Le lendemain matin, les artistes se réunirent dans les loges, pour un rituel important : l’essayage des costumes. Pendant que Lily distribuait les tenues et les aidait à se vêtir, Oliver passait de l’un à l’autre, répondant aux questions et procédant aux ajustements.

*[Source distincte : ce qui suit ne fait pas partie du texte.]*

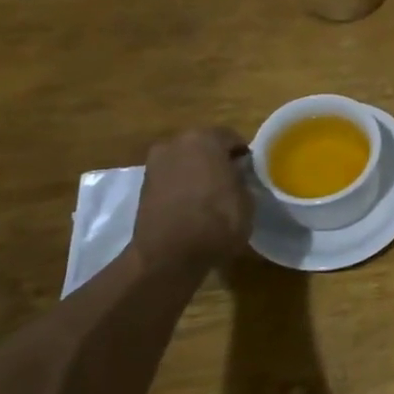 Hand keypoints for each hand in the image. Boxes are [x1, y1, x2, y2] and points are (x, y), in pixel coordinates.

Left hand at [133, 128, 254, 270]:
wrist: (168, 256)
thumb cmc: (216, 221)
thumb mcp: (247, 200)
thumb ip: (243, 179)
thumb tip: (237, 175)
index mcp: (205, 139)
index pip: (232, 138)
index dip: (243, 155)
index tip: (250, 171)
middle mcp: (177, 143)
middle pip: (204, 146)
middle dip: (217, 160)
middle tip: (232, 181)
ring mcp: (156, 164)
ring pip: (185, 161)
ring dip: (197, 172)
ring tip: (211, 195)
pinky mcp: (143, 186)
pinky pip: (171, 178)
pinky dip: (181, 186)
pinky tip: (192, 205) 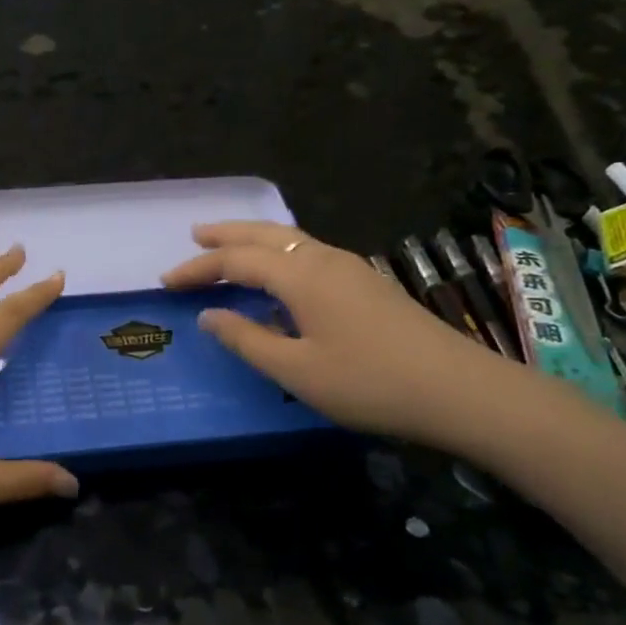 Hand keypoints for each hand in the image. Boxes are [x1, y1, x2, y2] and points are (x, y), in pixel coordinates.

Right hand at [161, 221, 510, 446]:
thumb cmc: (369, 383)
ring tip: (229, 245)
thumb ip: (248, 340)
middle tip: (195, 234)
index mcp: (301, 275)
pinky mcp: (368, 283)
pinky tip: (280, 274)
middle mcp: (324, 258)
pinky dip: (280, 252)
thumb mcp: (296, 370)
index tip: (166, 281)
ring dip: (254, 239)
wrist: (459, 390)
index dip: (198, 269)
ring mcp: (351, 268)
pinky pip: (310, 252)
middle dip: (226, 234)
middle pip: (265, 234)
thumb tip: (210, 315)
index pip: (236, 261)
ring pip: (292, 239) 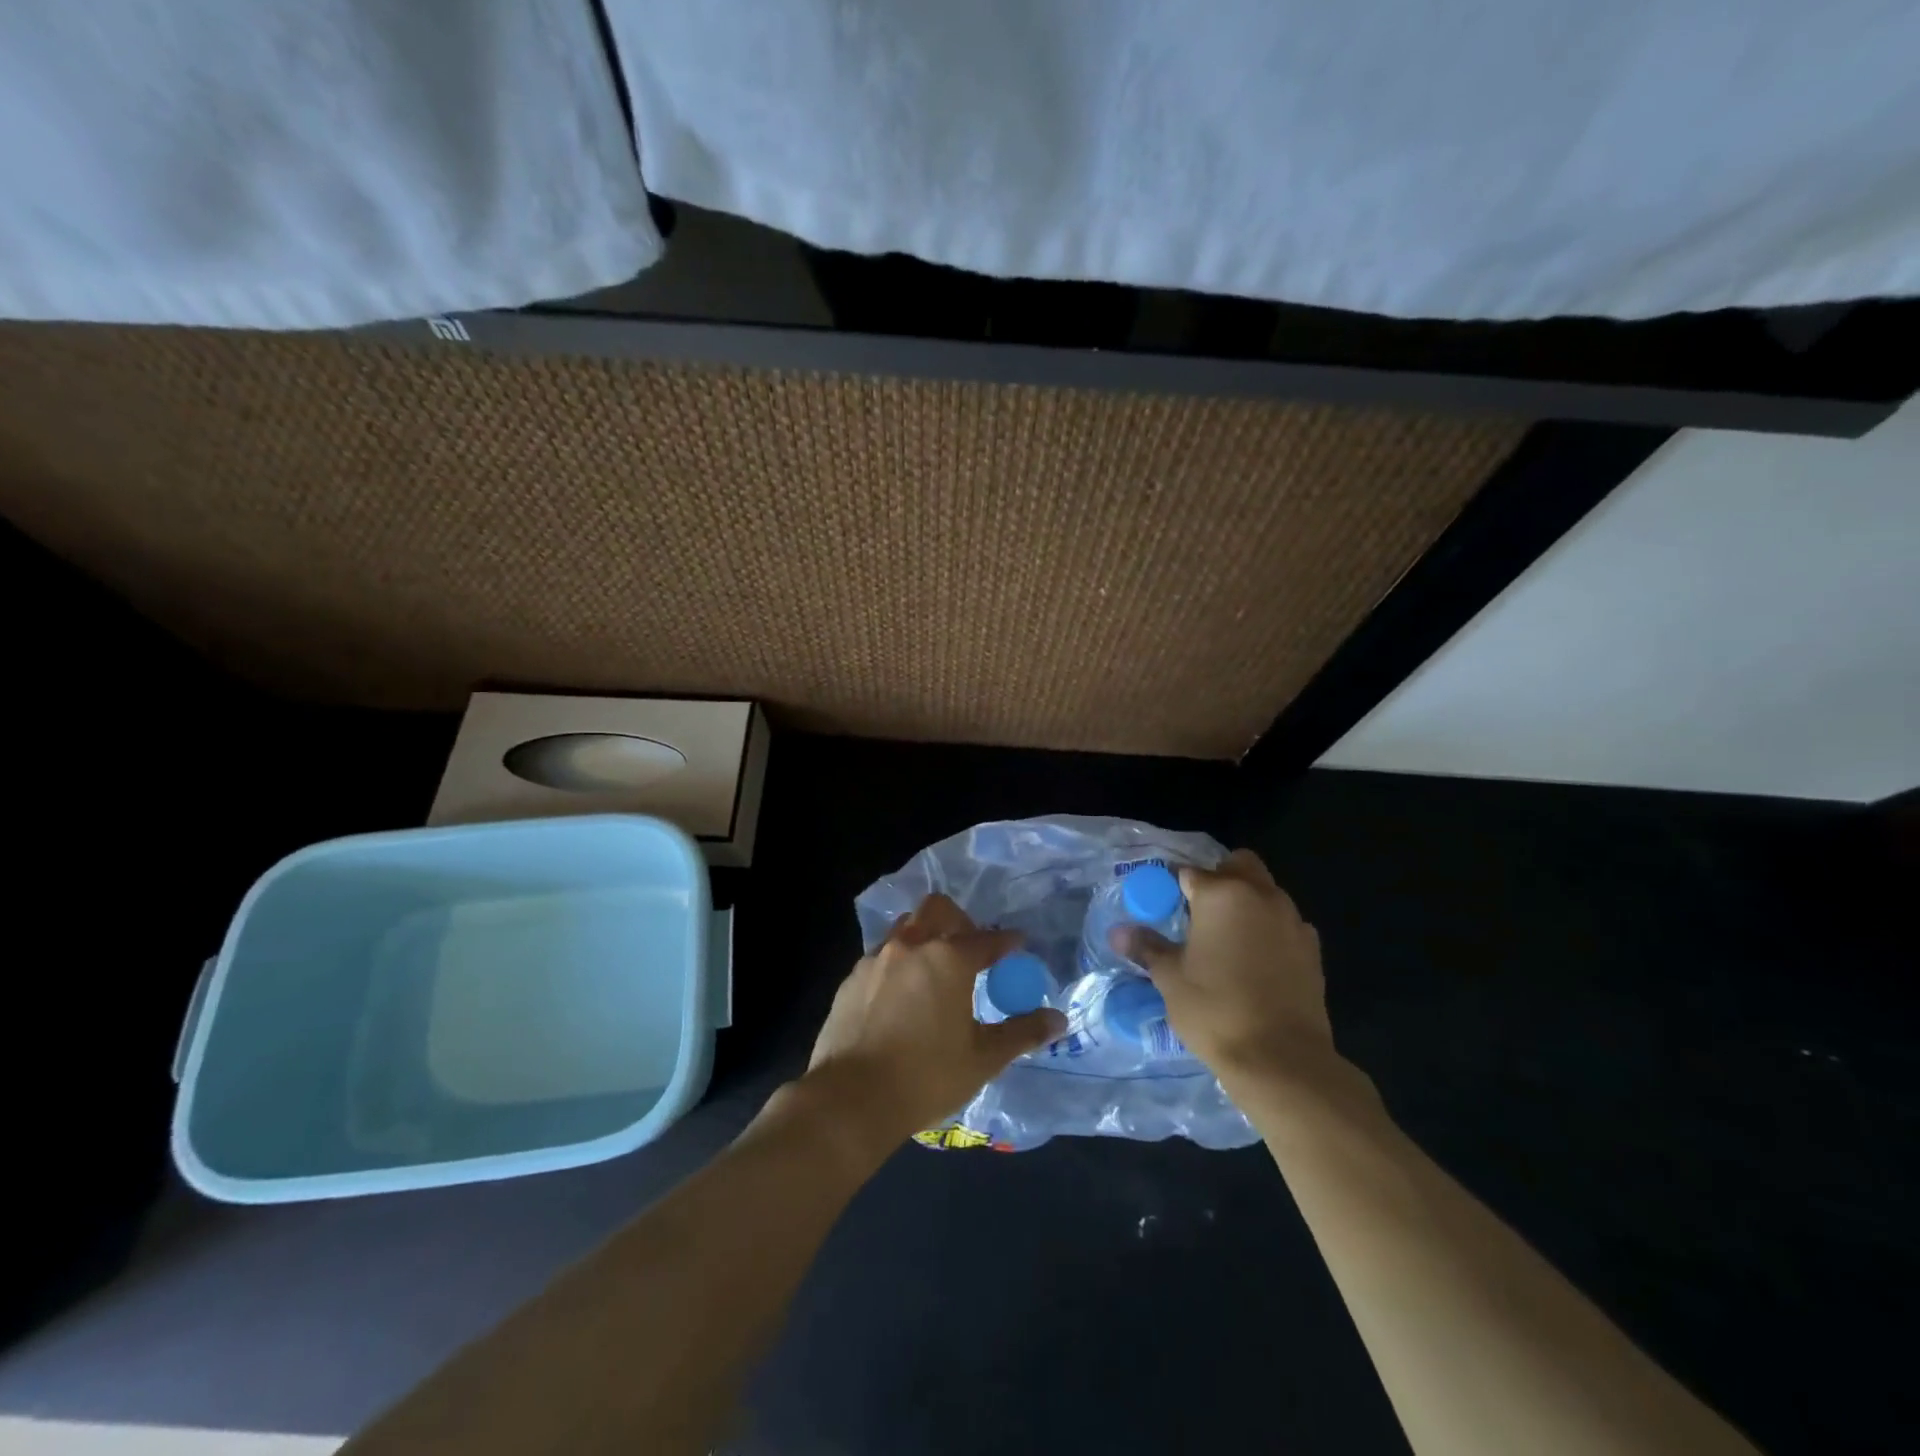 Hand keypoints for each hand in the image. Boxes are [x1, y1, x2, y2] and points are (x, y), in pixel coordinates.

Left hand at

Au milieu de ce joyeux vacarme, la jeune alfrée se sentait à sa place. Sa fonction était essentielle pour elle. Lily tenait à épauler les interprètes dans toutes les étapes de leur art : de la chorégraphie, à l’habillage, au maquillage, en passant par les répétitions, les vagues à l’âme et le trac.
Elle jeta un coup d’œil à Oliver, perdu parmi les frères et sœurs Valentia. Les gnomes s’extasiaient sur leurs nouveaux costumes, qui avaient la particularité étrange d’être réversibles. Concentré, le jeune homme tirait un pan d’étoffe, boutonnait une veste et vérifiait l’ourlet d’un pantalon.
Elle fut attirée par le tissu sur son visage, qui lui fit penser à sa réaction, lorsqu’ils avaient évoqué son pays natal, la veille. Elle aurait aimé qu’il partage avec elle ces mauvais souvenirs qu’il gardait cachés derrière le foulard.
Ses réflexions furent interrompues par une robe grenat agitée devant ses yeux. Derrière le vêtement, Soréa, déjà habillée de sa tenue chamarrée – qui lui allait à ravir – la fixait avec un grand sourire. Lily sursauta et la gratifia d’une grimace.
— Toi aussi, tu dois essayer ton costume de scène, lança l’alfrée.
Lily faillit refuser, avec un argument tout prêt : elle devait d’abord s’occuper d’eux. Mais, le tissu brillant attirait obstinément son regard. Elle agrippa le cintre et se glissa derrière le paravent.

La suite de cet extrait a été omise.